Writeup Outline
Sync up what the article is talking about and thinking of regarding identity and what you think the article is talking about.
Move to Identity Access Management solutions like AWS IAM and Tailscale's ACLs to see get a feel for a lot of the problems in the identity space and answers the industry has arrived at.
Go under the hood to understand where identity is coming with IdP, authentication protocols, and federation.
Dig into the root of trust with where identity and related material is retrieved from at the bottom turtle and where it is stored.
Zoom back out to see where how all the pieces of the identity puzzle covered can come together for more secure and useful infrastructure.
Getting Us Synced Up
This article is bundling authentication, authorization, and all the mechanisms behind those two functions into identity.
At it's most fundamental authentication and authorization come down to this: Infrastructure needs to vet who is allowed to act and what actions are allowed.
If you want to learn more there is a good article from Okta.
https://www.okta.com/identity-101/authentication-vs-authorization/
The mechanisms will be uncovered as the article progresses.
Identity Access Management Solutions
AWS IAM
AWS IAM and similar cloud provider IAM solutions are a great reference point for what features and concepts exist in the space with the relevant knobs to twist and buttons to push without requiring us to get deep in the mechanisms yet.
To get a handle on these in a practical way let's look at the problems AWS IAM solves.
They include
- Workers need to be able to contribute to a project.
- Threats exist outside and inside of a project.
- Authentication and authorization are both temporary.
- Individual workers on a project are temporary.
- Worker permissions are temporary, never permanent.
- A paper trail is needed.
- Events happen that require response Yesterday.
Workers need to be able to contribute to a project.
It may sound obvious but this is one of the hardest parts of securing a project.

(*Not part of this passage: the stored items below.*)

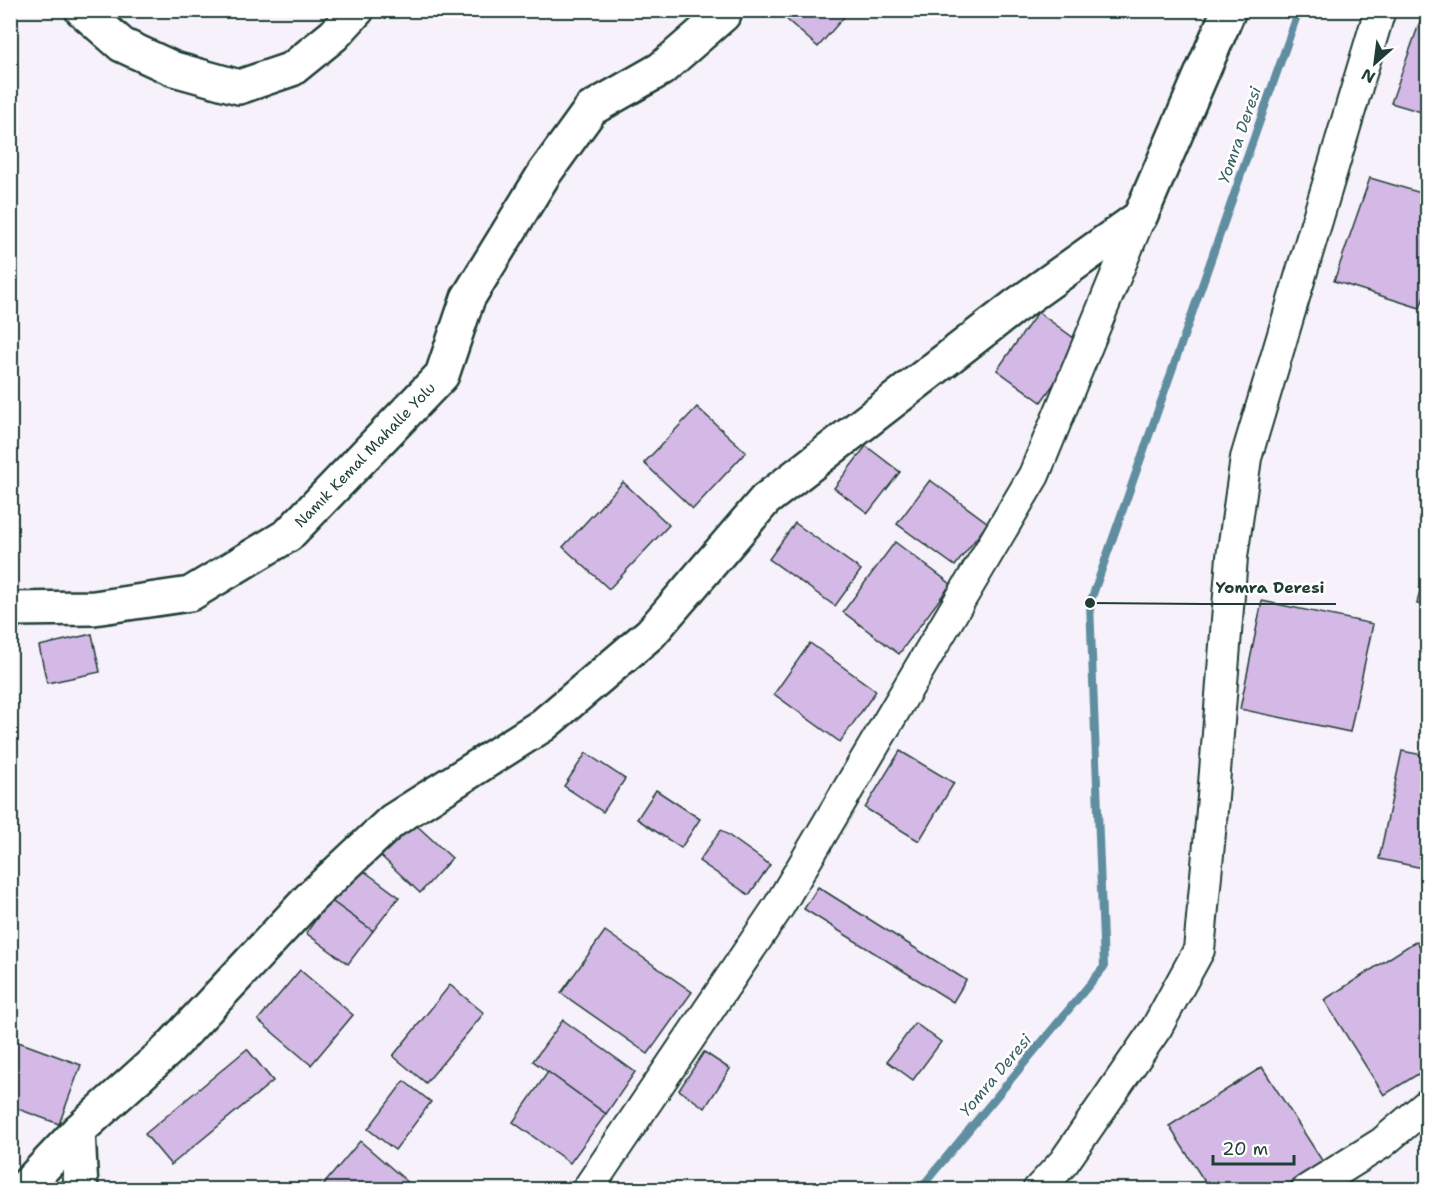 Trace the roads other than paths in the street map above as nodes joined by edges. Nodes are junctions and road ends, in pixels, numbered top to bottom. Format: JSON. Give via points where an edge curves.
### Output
{"nodes":[{"id":1,"x":82,"y":10,"type":"edge"},
{"id":2,"x":357,"y":10,"type":"edge"},
{"id":3,"x":726,"y":10,"type":"edge"},
{"id":4,"x":1229,"y":10,"type":"edge"},
{"id":5,"x":1380,"y":10,"type":"edge"},
{"id":6,"x":1140,"y":217,"type":"junction"},
{"id":7,"x":10,"y":609,"type":"edge"},
{"id":8,"x":1428,"y":1104,"type":"edge"},
{"id":9,"x":78,"y":1131,"type":"junction"},
{"id":10,"x":22,"y":1190,"type":"edge"},
{"id":11,"x":81,"y":1190,"type":"edge"},
{"id":12,"x":587,"y":1190,"type":"edge"},
{"id":13,"x":1038,"y":1190,"type":"edge"},
{"id":14,"x":1307,"y":1190,"type":"edge"}],
"edges":[{"from":1,"to":2,"type":"main road","via":[[122,45],[174,69],[239,87],[292,69],[334,35]]},
{"from":3,"to":7,"type":"main road","name":"Namık Kemal Mahalle Yolu","via":[[661,69],[591,109],[544,174],[468,298],[442,375],[288,535],[190,594],[94,608]]},
{"from":4,"to":6,"type":"main road"},
{"from":5,"to":13,"type":"street","via":[[1246,458],[1232,556],[1198,950],[1157,1027],[1064,1162]]},
{"from":6,"to":9,"type":"main road","via":[[1014,307],[765,500],[651,633],[543,725],[392,821],[310,898],[169,1049]]},
{"from":6,"to":12,"type":"street","via":[[1034,475],[779,906]]},
{"from":8,"to":14,"type":"street","via":[[1382,1143]]},
{"from":9,"to":10,"type":"main road"},
{"from":9,"to":11,"type":"main road"}]} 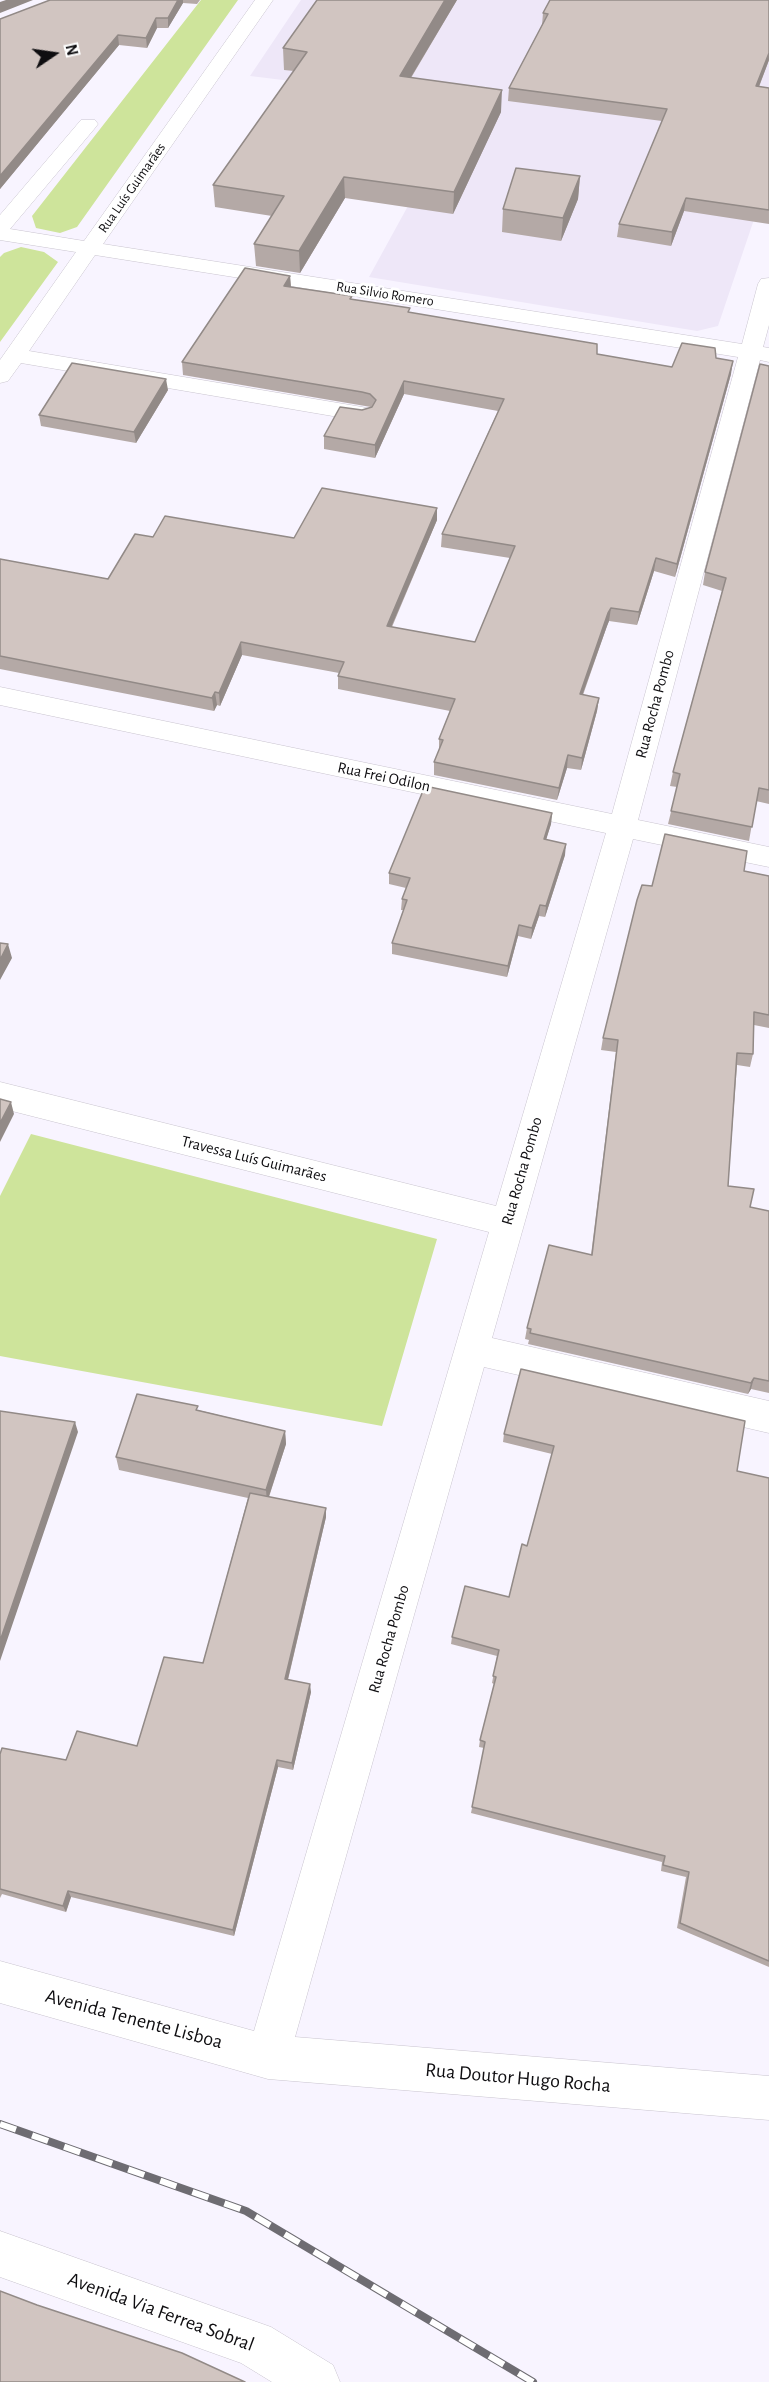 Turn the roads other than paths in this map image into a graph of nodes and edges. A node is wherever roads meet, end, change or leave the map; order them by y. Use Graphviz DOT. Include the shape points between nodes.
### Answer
graph roads {
  1 [pos="264,0"];
  2 [pos="88,124"];
  3 [pos="0,228"];
  4 [pos="0,234"];
  5 [pos="90,248"];
  6 [pos="769,284"];
  7 [pos="759,353"];
  8 [pos="15,355"];
  9 [pos="0,376"];
  10 [pos="362,414"];
  11 [pos="0,696"];
  12 [pos="622,828"];
  13 [pos="769,857"];
  14 [pos="0,1095"];
  15 [pos="507,1223"];
  16 [pos="473,1349"];
  17 [pos="769,1417"];
  18 [pos="0,1982"];
  19 [pos="268,2056"];
  20 [pos="769,2098"];
  21 [pos="0,2254"];
  22 [pos="316,2382"];
  1 -- 5 [label="street, Rua Luís Guimarães"];
  2 -- 3 [label="street"];
  4 -- 5 [label="street, Rua Silvio Romero"];
  5 -- 7 [label="street, Rua Silvio Romero"];
  5 -- 8 [label="street, Rua Luís Guimarães"];
  6 -- 7 [label="street, Rua Rocha Pombo"];
  7 -- 12 [label="street, Rua Rocha Pombo"];
  8 -- 9 [label="street, Rua Luís Guimarães"];
  8 -- 10 [label="street"];
  11 -- 12 [label="street, Rua Frei Odilon"];
  12 -- 13 [label="street, Rua Frei Odilon"];
  12 -- 15 [label="street, Rua Rocha Pombo"];
  14 -- 15 [label="street, Travessa Luís Guimarães"];
  15 -- 16 [label="street, Rua Rocha Pombo"];
  16 -- 17 [label="street"];
  16 -- 19 [label="street, Rua Rocha Pombo"];
  18 -- 19 [label="street, Avenida Tenente Lisboa"];
  19 -- 20 [label="street, Rua Doutor Hugo Rocha"];
  21 -- 22 [label="street, Avenida Via Ferrea Sobral" via="254,2344"];
} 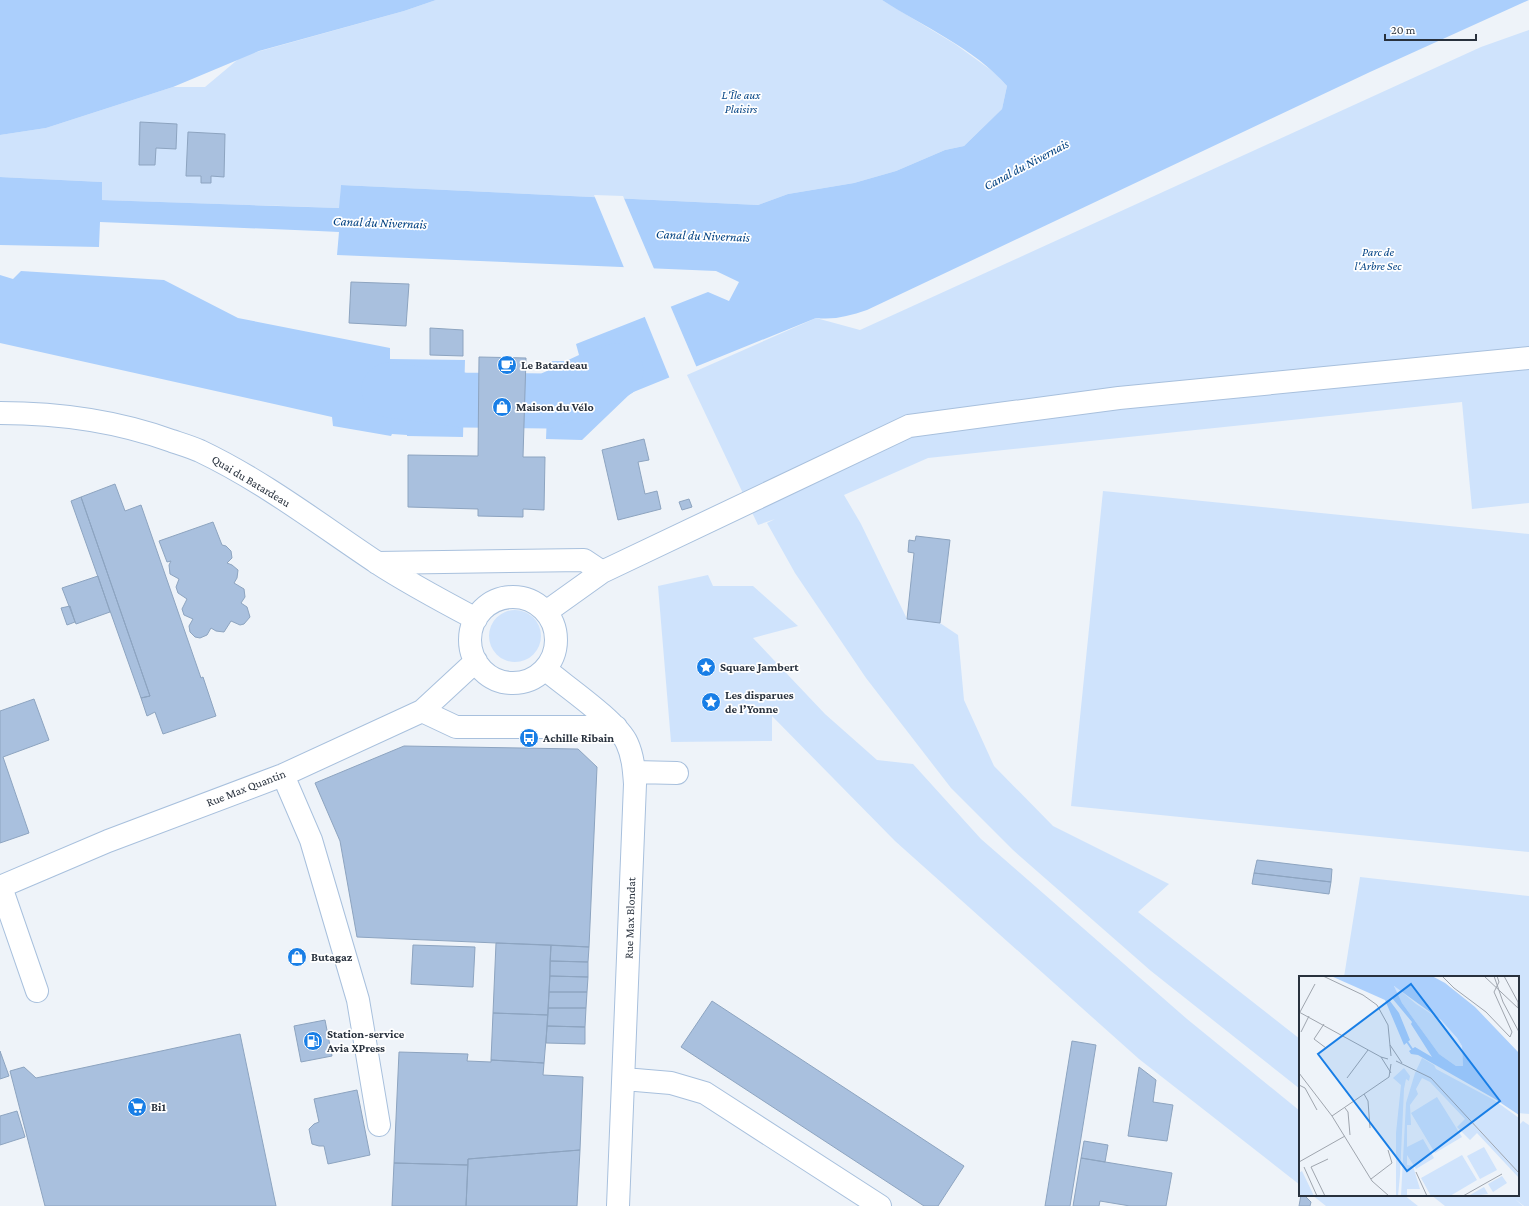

The most secure project is one that doesn't exist and can't be touched.
All the same progress much march on so
- Workers, people and non-human automation entities, should be able contribute.
- Various tools should be usable by the project's workers.
This way we can still browse cat videos in fresh and interesting ways as contributions continue and project contributors can use tools that prevent their hair from graying at an accelerated pace.
Threats exist outside and inside of a project.
This is why the no touch project is so much more secure. In an ideal world we can trust everyone but in the real one we can 't.
Industry answer to problems in the Identity space #1: Least-Privilege
QUOTE: NIST
A security principle that a system should restrict the access privileges of users (or processes acting on behalf of users) to the minimum necessary to accomplish assigned tasks.
This way only the workers that need to be trusted are (who can do stuff) and they only get as much trust as they need (what can be done). Now the amount of damage workers can should be heavily restricted.
If you want to read more on this principle Cloudflare has a nice article
https://www.cloudflare.com/learning/access-management/principle-of-least-privilege/
Individual workers on a project are temporary.
Even if we perfectly got our authentication and authorization right last Tuesday, Jim from the Infrastructure team just left and he seemed unhappy. Trust should never be seen as a static entity. If we want real least privilege that means all privileges present needs to be constantly re-evaluated to make sure they really are least privilege. Jim shouldn't have access anymore, tsk.
A nice way to view least privilege with this temporary vision of trust in mind is:
The absolute minimum trust required per point in time.
The way AWS IAM makes approaching this problem easier is "organizational units". Think of them as slots workers can be slotted into and pulled out. Permissions for workers should always come from an organizational unit they inherit from and never be attached to the workers directly.
If Jim was part of an organization unit, than taking him out of the project and bringing a new worker in to replace him with the same permissions he had becomes easy. Easy is good here because people are more likely to do easy things and maintaining least privilege is desirable behavior.
Organizations of One
Now let's talk personal projects. Your worker count of the singular you is still an organization and you can still benefit from using organizational units.
Think about the different actions you are taking. There are multiple contexts in which you interact with AWS. A developer pushing an app change, a platform engineer making an update to your EC2 instance, a security engineer making an IAM update perhaps.
Your worker count may be singular but the roles your project has are not. If you want to easily bring help in than splitting into organizational units helps.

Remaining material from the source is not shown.